• [PROBLEM REQUIREMENTS]: Look through the entries below. Say how many lines include "hand", with nothing added.

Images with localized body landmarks
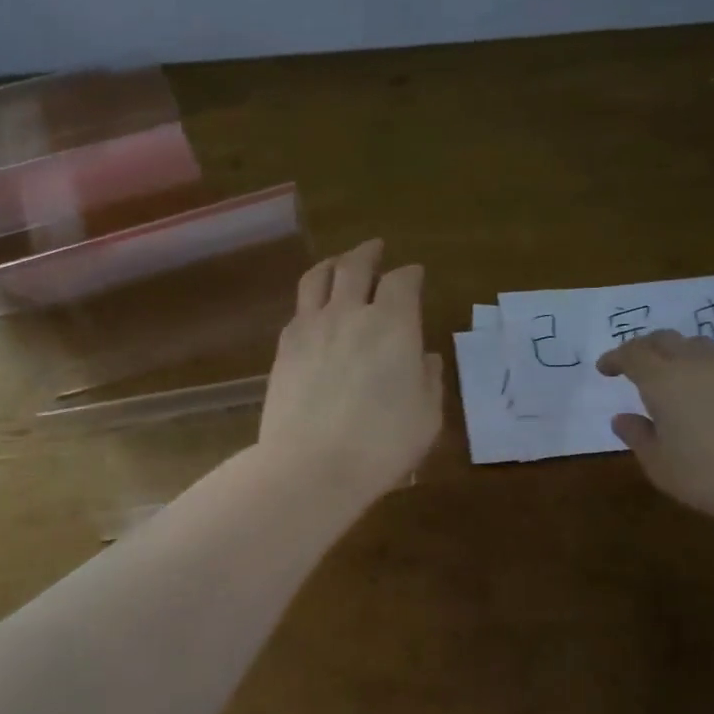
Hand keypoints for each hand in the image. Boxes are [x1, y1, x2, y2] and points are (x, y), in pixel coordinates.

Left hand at [258, 239, 443, 502]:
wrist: (311, 466)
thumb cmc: (382, 444)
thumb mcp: (426, 416)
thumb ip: (428, 380)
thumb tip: (425, 357)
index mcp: (393, 324)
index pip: (402, 281)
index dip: (411, 274)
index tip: (415, 274)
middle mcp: (350, 313)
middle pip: (356, 266)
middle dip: (369, 252)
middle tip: (375, 248)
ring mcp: (312, 327)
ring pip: (318, 278)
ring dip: (333, 264)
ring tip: (339, 263)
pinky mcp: (285, 348)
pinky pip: (298, 309)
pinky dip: (311, 300)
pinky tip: (314, 310)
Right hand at [597, 330, 713, 530]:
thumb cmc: (712, 476)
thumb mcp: (661, 466)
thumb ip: (638, 437)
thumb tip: (622, 418)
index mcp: (663, 381)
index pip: (632, 354)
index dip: (615, 358)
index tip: (604, 369)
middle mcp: (696, 365)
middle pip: (665, 339)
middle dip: (644, 347)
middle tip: (634, 363)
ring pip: (699, 345)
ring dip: (680, 351)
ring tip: (675, 371)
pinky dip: (713, 370)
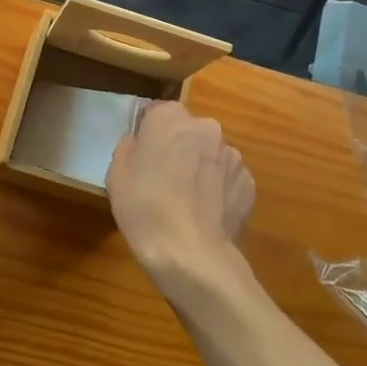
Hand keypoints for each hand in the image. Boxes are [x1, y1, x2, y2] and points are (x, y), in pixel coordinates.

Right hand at [106, 103, 254, 280]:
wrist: (189, 252)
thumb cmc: (144, 207)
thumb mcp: (117, 173)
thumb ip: (130, 146)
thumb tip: (141, 143)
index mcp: (170, 117)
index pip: (158, 113)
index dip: (150, 134)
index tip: (144, 157)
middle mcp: (206, 127)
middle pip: (189, 132)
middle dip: (180, 149)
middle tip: (166, 180)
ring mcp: (232, 155)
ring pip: (211, 155)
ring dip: (202, 169)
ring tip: (189, 202)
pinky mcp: (248, 182)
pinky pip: (228, 179)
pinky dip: (219, 190)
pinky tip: (206, 214)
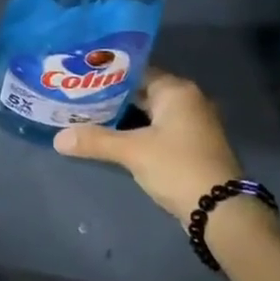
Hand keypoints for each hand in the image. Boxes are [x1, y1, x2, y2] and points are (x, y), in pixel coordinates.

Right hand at [52, 69, 245, 228]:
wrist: (221, 210)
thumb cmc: (177, 167)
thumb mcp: (133, 152)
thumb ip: (95, 141)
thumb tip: (58, 138)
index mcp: (176, 90)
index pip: (136, 70)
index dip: (108, 74)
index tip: (81, 76)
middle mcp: (187, 100)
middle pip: (142, 91)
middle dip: (112, 96)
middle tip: (78, 96)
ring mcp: (192, 124)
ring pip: (149, 112)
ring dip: (124, 116)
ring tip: (87, 115)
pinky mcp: (190, 145)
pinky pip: (157, 129)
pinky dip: (137, 131)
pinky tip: (112, 137)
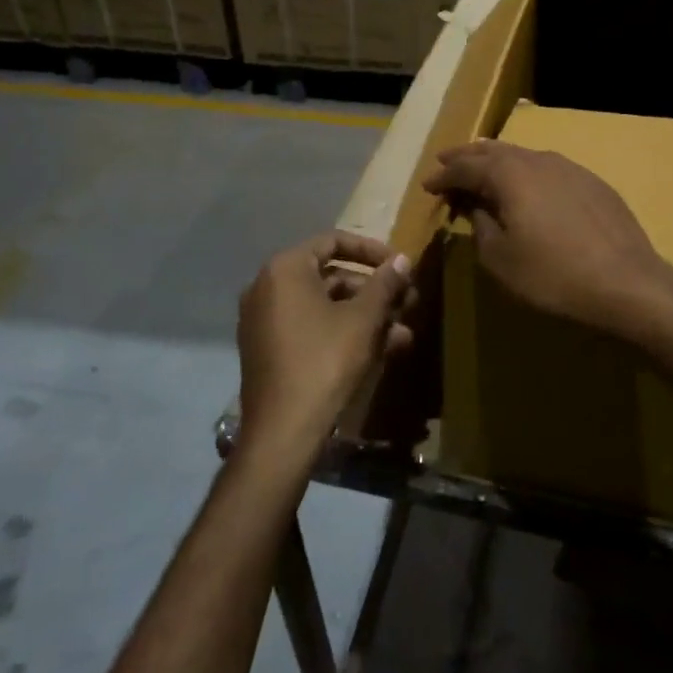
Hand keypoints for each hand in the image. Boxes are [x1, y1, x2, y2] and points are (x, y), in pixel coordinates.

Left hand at [236, 231, 413, 466]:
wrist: (283, 431)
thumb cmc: (325, 361)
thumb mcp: (363, 319)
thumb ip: (384, 284)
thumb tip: (402, 259)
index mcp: (286, 269)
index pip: (333, 241)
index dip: (371, 250)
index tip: (399, 265)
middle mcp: (267, 288)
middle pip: (330, 276)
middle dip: (373, 290)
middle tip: (408, 301)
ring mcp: (264, 321)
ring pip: (325, 306)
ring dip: (365, 315)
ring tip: (403, 333)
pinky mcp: (269, 350)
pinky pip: (311, 328)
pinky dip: (343, 332)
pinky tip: (382, 351)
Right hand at [422, 140, 672, 339]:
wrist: (627, 284)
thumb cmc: (553, 276)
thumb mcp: (501, 259)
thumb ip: (480, 225)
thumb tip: (474, 205)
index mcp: (509, 175)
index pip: (466, 167)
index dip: (444, 175)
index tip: (428, 185)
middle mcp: (538, 160)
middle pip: (494, 151)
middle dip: (468, 156)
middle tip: (447, 160)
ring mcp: (570, 168)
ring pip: (524, 155)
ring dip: (498, 160)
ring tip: (483, 167)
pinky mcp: (593, 183)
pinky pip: (549, 167)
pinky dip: (527, 171)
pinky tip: (529, 184)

• [TASK ANSWER]: 10